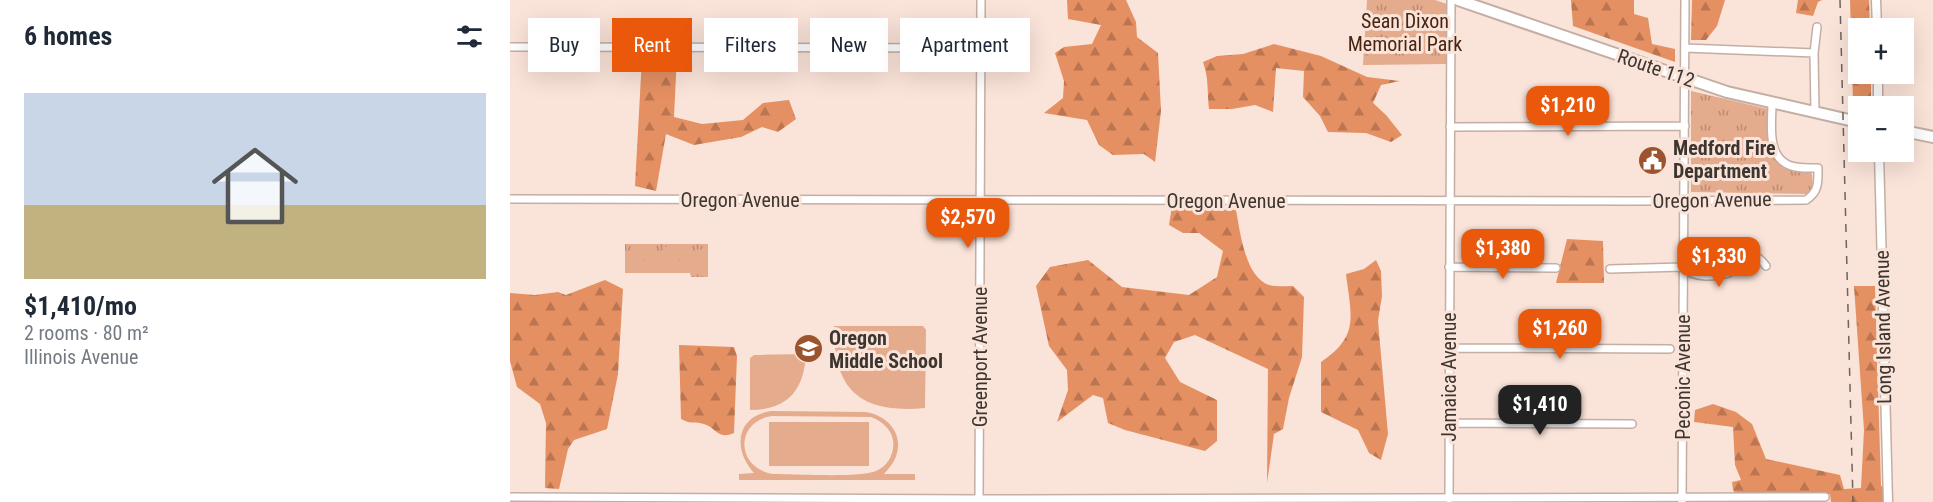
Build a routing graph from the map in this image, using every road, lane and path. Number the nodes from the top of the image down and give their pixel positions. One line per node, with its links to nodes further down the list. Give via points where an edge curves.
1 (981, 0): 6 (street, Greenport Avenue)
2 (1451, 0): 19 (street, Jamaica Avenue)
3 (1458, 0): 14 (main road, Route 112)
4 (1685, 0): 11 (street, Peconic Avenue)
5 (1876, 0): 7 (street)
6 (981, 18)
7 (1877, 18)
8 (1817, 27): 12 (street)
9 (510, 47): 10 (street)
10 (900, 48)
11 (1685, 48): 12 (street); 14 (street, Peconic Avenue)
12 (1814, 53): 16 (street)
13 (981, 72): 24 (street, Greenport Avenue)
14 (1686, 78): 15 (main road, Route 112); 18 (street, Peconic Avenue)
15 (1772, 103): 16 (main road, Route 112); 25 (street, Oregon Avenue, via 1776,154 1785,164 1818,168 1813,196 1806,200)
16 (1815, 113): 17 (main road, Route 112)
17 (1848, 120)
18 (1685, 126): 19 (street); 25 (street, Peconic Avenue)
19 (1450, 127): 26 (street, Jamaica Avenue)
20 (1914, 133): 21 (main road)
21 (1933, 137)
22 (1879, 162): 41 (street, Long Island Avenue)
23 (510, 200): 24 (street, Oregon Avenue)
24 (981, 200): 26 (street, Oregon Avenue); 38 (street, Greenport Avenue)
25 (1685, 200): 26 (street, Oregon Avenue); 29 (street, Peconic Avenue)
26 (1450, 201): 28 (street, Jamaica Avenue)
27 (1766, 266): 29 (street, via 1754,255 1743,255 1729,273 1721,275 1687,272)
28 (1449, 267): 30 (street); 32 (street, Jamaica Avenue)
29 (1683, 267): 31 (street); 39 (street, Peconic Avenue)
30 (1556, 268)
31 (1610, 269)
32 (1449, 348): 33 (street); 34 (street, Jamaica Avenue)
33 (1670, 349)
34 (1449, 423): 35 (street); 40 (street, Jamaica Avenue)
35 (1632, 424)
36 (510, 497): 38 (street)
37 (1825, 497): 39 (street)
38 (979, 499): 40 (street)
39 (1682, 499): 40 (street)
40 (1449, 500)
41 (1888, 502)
········
• **Exercise prompt**: Return the lines of the listing where the string "Jamaica" appears.

• **Answer to this task**:
2 (1451, 0): 19 (street, Jamaica Avenue)
19 (1450, 127): 26 (street, Jamaica Avenue)
26 (1450, 201): 28 (street, Jamaica Avenue)
28 (1449, 267): 30 (street); 32 (street, Jamaica Avenue)
32 (1449, 348): 33 (street); 34 (street, Jamaica Avenue)
34 (1449, 423): 35 (street); 40 (street, Jamaica Avenue)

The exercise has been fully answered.